Apakah saya menyesal dan tidak bisa menikmati hidup saya?
Siapa yang nggak bahagia dapat dua makhluk seperti ini. |
Tentu saja tidak. Saya bahkan menilai kebahagiaan terbesar dan kesuksesan terbaik dalam hidup adalah anak-anak dan kebersamaan kami sebagai keluarga.
Tidak pernah sekali pun saya pernah menyesali keputusan untuk punya anak dan memilih untuk meninggalkan profesi arsitek yang sempat saya tekuni selama 7 tahun. Karena apa yang saya dapatkan sangat memuaskan dan saya nggak mau menukarnya dengan apa pun.
Pasti Gita Savitri tidak tahu enaknya bobo siang sambil memeluk anak-anak yang manis dan wangi. Ngelihat lucu-lucunya tingkah dan komentar mereka.
Bukannya capek? Kurang tidur? Banyak biaya yang harus keluar? Nggak bisa melakukan hobi?
Ehm… tapi gimana ya, tantangan-tantangan kecil seperti itu malah bikin manisnya hidup semakin terasa.
Menurut saya, ini semua mungkin memang mengakar dari pemikiran saya yang easy going. Saya merasa tidak terlalu cerdas untuk berpikir rumit-rumit mengenai bagaimana membesarkan anak, bagaimana biaya sekolahnya, bagaimana kalau begini, bagaimana kalau begitu. Nggak, saya nggak banyak berpikir seperti itu. Saya cenderung menikmati setiap karunia yang Allah berikan hari ini.

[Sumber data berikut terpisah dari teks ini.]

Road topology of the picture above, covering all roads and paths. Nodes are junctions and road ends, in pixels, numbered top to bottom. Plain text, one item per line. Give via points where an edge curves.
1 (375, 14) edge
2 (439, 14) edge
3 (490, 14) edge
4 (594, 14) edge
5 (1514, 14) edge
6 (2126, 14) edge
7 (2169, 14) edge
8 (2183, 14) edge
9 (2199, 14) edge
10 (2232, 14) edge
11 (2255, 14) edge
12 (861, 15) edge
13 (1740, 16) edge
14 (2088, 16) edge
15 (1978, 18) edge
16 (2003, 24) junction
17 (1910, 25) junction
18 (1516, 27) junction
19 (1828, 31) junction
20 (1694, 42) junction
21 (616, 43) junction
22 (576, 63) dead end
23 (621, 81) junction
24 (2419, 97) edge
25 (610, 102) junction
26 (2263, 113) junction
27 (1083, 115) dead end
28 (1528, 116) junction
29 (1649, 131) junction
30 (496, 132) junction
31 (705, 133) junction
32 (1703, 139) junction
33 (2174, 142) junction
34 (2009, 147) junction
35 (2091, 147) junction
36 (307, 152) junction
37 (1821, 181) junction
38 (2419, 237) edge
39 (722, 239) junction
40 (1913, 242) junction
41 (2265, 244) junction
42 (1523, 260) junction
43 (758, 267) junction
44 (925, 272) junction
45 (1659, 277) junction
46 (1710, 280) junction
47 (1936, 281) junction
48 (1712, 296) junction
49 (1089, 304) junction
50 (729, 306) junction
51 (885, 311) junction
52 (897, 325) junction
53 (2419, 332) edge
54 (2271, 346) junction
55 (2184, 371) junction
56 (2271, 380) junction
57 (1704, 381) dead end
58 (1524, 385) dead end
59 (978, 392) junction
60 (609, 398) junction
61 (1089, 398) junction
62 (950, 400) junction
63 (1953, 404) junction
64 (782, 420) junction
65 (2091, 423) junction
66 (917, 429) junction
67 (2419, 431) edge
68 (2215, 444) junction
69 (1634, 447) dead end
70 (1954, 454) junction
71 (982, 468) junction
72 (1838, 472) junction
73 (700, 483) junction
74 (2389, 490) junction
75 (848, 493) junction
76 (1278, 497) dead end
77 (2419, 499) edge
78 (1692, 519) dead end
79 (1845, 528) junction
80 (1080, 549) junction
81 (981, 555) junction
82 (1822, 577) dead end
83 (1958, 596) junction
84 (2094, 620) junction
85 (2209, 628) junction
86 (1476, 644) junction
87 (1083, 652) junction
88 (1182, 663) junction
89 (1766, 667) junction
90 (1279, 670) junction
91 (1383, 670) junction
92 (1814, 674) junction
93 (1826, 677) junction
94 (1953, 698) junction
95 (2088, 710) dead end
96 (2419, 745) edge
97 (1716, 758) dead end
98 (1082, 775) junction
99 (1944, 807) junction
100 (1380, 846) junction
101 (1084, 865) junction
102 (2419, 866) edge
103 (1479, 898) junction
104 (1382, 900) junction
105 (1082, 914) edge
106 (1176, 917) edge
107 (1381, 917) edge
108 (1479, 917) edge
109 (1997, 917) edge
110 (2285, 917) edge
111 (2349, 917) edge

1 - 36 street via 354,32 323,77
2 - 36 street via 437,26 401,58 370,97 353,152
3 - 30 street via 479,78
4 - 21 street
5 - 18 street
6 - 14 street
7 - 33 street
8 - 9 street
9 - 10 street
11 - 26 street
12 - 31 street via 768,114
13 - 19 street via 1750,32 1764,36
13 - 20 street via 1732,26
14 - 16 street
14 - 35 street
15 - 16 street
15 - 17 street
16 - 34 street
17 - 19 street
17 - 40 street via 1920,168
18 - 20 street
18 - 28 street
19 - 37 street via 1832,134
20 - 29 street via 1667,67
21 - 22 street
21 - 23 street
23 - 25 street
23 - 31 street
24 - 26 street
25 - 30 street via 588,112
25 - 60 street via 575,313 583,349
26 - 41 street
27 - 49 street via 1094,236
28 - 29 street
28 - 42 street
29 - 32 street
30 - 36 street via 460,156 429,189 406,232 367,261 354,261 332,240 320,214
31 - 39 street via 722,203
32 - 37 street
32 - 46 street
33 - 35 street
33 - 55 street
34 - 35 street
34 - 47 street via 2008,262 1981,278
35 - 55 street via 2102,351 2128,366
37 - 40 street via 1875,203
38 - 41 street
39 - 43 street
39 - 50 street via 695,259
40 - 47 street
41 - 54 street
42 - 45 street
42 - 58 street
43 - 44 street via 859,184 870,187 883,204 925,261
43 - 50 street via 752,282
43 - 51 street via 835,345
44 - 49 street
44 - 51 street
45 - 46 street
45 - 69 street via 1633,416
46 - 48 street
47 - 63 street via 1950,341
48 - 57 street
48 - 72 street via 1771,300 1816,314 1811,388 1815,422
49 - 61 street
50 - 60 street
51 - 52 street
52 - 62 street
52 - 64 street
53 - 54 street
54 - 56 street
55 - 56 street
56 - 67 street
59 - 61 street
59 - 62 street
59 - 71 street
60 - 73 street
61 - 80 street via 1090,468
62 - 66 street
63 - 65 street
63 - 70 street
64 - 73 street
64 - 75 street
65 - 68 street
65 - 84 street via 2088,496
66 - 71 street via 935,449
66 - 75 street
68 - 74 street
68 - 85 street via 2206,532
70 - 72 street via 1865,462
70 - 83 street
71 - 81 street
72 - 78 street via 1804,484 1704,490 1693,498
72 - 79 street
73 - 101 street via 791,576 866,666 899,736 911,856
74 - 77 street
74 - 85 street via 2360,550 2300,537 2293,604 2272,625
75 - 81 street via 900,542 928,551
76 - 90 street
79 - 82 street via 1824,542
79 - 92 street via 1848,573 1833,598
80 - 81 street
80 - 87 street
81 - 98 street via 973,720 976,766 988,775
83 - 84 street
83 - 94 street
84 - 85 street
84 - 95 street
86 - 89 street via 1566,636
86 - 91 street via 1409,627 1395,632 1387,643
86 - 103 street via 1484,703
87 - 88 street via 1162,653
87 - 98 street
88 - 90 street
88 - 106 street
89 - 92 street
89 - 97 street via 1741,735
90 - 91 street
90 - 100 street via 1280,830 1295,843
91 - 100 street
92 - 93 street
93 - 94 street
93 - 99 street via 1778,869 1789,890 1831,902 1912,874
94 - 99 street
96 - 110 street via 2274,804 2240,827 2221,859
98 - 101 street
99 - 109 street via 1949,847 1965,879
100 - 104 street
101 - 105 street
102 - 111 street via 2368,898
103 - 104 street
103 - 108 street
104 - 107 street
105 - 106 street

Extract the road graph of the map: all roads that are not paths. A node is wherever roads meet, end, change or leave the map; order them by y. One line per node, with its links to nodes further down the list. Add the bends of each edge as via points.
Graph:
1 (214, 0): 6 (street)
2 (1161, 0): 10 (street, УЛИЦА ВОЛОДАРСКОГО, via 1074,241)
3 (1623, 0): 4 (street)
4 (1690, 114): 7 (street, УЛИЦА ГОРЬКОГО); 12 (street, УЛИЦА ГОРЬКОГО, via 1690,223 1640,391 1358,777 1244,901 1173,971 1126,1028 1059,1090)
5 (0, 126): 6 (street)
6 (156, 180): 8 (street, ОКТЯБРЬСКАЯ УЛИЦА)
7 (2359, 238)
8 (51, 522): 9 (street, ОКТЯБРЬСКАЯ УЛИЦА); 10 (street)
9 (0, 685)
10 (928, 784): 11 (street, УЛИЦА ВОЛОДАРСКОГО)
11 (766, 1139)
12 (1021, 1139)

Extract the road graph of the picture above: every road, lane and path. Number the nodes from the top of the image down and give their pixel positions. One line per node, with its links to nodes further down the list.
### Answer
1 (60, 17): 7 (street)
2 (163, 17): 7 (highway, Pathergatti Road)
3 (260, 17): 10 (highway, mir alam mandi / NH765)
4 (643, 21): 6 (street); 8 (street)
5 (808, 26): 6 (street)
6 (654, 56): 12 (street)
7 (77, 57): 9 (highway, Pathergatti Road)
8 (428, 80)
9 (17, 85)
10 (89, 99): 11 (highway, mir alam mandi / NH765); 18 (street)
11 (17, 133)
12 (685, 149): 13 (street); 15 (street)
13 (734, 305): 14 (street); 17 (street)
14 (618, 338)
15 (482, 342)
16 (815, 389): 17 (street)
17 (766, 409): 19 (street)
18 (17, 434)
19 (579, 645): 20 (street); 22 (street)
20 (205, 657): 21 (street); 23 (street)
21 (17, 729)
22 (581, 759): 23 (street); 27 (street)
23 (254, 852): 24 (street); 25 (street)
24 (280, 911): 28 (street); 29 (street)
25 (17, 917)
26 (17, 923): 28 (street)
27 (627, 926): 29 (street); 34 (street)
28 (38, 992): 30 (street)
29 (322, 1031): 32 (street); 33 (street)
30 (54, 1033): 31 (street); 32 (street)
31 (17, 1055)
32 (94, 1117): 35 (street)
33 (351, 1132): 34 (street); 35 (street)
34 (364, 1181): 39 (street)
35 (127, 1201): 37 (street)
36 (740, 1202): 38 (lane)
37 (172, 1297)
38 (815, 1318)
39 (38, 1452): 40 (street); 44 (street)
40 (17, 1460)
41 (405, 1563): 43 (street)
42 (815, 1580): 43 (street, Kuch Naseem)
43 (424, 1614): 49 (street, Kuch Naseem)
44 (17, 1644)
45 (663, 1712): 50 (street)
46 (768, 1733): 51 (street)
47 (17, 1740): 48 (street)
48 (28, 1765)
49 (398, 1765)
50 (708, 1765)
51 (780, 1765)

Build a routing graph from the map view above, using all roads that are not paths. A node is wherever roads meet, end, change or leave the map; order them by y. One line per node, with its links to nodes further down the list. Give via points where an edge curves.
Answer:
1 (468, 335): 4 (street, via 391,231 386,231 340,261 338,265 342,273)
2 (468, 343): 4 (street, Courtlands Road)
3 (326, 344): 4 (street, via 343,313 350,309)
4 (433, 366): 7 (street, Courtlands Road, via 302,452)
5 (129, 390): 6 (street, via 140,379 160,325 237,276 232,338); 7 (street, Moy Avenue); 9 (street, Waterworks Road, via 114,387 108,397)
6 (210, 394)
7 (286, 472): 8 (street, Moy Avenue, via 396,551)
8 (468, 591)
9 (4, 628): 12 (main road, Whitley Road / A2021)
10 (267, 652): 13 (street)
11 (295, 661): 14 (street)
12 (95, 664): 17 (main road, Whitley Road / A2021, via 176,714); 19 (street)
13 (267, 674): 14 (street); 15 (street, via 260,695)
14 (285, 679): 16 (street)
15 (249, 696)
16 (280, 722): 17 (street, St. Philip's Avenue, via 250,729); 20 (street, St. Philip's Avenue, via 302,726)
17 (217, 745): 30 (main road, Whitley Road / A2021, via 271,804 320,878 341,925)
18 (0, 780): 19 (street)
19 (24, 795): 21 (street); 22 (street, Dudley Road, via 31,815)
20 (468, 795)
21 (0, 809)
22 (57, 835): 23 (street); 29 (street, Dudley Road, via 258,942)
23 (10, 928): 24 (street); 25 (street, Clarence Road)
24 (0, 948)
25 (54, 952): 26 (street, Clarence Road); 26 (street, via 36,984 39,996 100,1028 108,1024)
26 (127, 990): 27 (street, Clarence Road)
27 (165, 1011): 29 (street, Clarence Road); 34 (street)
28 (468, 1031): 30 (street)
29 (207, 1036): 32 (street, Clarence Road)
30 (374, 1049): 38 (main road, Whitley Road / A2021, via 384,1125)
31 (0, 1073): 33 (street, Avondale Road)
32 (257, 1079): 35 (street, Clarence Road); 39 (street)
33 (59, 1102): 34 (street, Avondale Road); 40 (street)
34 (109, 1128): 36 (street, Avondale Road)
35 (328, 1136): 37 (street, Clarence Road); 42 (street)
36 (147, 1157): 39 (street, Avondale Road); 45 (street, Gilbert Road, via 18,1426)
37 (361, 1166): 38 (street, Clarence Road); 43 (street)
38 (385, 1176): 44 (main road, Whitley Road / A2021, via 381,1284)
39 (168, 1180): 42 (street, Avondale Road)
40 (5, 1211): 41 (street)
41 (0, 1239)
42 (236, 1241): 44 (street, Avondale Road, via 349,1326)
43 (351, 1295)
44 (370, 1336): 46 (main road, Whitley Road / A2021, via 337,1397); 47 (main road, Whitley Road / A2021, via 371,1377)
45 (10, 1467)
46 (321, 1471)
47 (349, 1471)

Diberikan sama Allah jodoh yang baik, Alhamdulillah.
Dipercaya sama Allah punya anak, double Alhamdulillah.
Dikasih keringan dan kemudahan bisa mengasuh mereka hingga kini, triple Alhamdulillah.
Apakah ada yang hilang dari hidup saya karena punya anak? Saya rasa nggak ada ya. Karena saya nggak kepikiran mau menukar anak-anak saya dengan apa pun.
Tapi kalau ada orang yang memilih untuk childfree, saya bisa menghormatinya. Ada banyak pertimbangan yang mendasari orang memilih untuk hidup tanpa anak.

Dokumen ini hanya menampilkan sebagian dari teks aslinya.